◆ What is expected:
Take from the data every line in which the word "graph" is found.

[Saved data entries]
══════

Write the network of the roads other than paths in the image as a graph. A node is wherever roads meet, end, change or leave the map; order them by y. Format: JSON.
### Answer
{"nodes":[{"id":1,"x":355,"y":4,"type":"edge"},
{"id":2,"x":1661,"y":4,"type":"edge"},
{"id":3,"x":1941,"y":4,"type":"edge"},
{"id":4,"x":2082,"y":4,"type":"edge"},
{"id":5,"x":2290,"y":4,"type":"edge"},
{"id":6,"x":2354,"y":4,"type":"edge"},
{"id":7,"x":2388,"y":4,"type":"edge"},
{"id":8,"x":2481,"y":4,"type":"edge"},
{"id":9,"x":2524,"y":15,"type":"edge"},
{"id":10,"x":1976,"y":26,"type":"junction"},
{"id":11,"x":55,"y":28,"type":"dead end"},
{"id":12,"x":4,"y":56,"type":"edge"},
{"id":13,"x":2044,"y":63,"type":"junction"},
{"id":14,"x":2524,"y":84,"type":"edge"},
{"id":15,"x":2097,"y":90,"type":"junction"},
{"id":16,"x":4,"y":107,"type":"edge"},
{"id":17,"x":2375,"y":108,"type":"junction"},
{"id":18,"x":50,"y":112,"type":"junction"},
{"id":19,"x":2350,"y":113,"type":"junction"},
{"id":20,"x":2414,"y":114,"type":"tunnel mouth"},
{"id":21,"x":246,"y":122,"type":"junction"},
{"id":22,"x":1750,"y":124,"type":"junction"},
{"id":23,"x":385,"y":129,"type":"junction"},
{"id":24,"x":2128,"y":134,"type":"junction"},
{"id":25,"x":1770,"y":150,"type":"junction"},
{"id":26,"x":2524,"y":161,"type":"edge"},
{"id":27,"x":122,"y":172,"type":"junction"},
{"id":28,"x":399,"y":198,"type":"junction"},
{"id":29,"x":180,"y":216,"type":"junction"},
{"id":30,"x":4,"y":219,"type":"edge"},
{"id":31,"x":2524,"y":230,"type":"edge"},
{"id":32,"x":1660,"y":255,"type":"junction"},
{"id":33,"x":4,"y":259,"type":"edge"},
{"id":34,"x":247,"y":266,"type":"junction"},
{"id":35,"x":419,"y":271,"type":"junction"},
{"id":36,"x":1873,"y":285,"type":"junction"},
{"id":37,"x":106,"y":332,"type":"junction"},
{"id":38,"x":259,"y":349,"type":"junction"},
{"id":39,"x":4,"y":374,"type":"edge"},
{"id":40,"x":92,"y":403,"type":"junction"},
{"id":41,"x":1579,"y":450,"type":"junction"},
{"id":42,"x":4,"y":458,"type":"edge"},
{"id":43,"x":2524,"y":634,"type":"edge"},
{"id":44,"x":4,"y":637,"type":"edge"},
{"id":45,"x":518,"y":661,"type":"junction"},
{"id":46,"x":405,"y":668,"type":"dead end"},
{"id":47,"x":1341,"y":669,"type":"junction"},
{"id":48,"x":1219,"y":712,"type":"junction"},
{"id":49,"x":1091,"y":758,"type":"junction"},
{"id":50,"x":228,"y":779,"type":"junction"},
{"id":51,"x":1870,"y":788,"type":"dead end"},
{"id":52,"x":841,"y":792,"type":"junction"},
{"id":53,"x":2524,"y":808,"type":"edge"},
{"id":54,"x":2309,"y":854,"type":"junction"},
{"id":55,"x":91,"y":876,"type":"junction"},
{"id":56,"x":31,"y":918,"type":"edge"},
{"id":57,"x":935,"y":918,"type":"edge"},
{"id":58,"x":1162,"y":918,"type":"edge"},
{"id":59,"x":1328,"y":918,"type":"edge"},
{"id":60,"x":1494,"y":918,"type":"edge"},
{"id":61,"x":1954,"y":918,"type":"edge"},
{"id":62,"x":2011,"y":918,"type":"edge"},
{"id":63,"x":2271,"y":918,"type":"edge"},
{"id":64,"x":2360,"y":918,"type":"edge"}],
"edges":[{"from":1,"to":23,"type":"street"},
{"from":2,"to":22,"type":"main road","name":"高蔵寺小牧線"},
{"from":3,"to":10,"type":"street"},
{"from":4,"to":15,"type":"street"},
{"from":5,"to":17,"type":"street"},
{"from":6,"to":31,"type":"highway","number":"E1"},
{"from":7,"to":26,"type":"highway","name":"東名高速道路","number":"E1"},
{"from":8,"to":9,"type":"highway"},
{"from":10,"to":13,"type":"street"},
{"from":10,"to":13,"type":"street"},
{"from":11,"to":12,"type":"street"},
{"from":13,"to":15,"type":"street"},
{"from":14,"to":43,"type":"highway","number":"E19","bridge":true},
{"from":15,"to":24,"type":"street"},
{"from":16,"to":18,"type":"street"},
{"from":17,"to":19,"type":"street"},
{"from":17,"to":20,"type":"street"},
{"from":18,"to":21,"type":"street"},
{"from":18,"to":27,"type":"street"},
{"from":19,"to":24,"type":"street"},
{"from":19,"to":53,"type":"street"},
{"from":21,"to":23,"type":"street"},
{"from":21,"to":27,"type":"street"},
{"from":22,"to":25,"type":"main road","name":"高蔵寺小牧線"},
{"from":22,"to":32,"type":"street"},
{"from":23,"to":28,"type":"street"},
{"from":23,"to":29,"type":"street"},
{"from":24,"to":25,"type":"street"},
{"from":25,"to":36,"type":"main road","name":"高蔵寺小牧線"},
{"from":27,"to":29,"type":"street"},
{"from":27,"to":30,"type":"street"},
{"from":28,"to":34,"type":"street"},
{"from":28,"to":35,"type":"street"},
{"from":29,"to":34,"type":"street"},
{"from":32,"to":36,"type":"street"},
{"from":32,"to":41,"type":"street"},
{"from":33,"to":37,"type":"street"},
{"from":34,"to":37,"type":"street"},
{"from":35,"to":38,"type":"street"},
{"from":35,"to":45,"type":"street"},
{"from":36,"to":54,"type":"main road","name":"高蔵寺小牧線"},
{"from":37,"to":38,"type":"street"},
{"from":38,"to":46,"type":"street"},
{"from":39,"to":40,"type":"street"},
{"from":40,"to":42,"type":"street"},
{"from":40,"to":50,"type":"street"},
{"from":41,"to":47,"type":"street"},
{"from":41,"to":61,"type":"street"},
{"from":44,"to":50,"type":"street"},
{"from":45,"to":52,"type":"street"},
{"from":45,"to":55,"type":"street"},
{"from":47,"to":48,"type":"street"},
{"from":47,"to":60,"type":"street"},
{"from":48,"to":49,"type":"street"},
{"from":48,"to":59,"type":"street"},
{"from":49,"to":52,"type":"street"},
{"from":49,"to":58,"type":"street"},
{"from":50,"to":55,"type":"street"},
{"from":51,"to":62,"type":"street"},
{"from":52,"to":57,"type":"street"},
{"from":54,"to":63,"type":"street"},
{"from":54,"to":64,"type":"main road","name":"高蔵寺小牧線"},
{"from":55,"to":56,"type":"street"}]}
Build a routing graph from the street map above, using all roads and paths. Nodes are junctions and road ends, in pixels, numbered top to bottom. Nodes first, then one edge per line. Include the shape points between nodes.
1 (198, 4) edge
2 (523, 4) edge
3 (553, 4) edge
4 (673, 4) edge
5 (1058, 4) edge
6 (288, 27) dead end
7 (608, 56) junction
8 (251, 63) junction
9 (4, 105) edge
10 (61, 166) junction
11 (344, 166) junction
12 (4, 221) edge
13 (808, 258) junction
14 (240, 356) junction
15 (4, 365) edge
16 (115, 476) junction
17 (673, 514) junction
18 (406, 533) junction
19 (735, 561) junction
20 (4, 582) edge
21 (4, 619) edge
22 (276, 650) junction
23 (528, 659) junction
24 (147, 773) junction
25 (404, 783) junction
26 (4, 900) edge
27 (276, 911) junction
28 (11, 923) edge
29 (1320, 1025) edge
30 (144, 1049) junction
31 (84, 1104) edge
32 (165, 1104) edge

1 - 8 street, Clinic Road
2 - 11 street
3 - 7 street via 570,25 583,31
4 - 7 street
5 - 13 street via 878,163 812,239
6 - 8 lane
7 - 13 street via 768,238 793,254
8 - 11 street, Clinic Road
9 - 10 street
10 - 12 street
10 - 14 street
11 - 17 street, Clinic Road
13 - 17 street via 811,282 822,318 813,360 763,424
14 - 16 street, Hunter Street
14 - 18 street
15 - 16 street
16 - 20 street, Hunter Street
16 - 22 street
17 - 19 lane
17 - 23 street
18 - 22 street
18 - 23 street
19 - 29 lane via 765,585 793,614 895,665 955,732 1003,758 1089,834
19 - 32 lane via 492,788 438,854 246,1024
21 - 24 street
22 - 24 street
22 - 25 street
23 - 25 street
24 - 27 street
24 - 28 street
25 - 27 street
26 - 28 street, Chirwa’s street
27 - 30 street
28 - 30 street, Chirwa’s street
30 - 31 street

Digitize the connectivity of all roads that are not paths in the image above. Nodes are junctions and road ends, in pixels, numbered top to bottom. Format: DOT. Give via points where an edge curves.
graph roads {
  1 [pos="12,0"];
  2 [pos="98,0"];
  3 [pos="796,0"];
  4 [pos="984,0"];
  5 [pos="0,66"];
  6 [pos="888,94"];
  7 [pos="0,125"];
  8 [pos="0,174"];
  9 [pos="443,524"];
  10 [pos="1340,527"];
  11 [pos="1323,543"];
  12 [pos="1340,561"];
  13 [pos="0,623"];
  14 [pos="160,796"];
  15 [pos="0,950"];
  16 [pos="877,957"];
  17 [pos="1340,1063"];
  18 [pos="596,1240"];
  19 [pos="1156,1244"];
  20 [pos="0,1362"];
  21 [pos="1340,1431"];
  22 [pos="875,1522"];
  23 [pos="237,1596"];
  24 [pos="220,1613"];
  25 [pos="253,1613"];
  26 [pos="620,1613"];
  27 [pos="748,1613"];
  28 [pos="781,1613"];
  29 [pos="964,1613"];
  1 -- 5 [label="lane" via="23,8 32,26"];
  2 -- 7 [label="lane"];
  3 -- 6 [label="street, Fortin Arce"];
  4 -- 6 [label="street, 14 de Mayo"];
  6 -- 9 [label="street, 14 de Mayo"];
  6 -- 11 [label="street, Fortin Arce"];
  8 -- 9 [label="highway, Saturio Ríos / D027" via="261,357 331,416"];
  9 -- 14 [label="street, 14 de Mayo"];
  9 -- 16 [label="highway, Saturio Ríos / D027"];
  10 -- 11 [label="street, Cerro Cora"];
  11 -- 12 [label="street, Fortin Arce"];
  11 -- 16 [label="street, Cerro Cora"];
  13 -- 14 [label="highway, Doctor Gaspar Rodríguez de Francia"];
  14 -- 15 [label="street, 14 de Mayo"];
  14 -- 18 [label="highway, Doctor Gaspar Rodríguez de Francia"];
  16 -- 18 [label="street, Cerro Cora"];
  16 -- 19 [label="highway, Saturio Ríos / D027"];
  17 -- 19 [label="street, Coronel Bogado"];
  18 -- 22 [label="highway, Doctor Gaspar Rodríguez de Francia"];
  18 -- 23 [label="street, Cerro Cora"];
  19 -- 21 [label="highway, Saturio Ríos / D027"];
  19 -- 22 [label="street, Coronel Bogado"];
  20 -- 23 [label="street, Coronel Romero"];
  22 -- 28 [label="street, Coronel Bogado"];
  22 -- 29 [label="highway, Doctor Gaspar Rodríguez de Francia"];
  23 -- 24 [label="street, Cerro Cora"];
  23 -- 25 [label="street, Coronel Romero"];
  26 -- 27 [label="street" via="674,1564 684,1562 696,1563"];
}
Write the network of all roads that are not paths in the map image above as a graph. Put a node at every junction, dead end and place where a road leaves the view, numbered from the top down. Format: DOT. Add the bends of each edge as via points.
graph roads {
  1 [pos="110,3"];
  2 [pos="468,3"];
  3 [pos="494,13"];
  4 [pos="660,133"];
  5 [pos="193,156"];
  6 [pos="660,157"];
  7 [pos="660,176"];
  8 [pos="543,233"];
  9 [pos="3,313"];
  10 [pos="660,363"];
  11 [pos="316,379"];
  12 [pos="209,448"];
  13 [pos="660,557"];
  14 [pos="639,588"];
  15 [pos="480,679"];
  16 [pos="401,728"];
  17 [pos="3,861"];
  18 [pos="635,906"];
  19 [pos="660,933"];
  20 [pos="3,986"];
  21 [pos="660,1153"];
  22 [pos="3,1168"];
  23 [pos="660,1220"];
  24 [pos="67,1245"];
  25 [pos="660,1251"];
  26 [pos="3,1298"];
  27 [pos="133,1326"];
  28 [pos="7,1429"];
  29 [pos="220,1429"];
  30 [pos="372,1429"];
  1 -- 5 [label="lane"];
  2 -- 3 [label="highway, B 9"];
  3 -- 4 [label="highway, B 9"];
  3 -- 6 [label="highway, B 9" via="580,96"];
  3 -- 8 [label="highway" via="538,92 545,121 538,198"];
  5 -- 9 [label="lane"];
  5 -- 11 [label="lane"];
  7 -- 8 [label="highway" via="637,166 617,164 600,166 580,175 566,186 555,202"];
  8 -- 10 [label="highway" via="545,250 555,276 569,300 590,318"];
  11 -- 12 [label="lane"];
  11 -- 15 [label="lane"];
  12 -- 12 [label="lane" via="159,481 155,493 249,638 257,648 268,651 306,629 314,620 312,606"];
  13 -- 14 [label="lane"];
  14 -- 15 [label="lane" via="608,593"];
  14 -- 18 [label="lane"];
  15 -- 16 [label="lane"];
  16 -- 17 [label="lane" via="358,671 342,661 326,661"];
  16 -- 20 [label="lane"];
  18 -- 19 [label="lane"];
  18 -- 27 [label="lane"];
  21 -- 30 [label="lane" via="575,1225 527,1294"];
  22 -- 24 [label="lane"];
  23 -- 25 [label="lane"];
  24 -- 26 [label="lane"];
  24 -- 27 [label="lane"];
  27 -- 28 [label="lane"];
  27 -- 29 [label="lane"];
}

══════

◆ Response to the exercise:
Write the network of the roads other than paths in the image as a graph. A node is wherever roads meet, end, change or leave the map; order them by y. Format: JSON.
Build a routing graph from the street map above, using all roads and paths. Nodes are junctions and road ends, in pixels, numbered top to bottom. Nodes first, then one edge per line. Include the shape points between nodes.
graph roads {
Write the network of all roads that are not paths in the map image above as a graph. Put a node at every junction, dead end and place where a road leaves the view, numbered from the top down. Format: DOT. Add the bends of each edge as via points.
graph roads {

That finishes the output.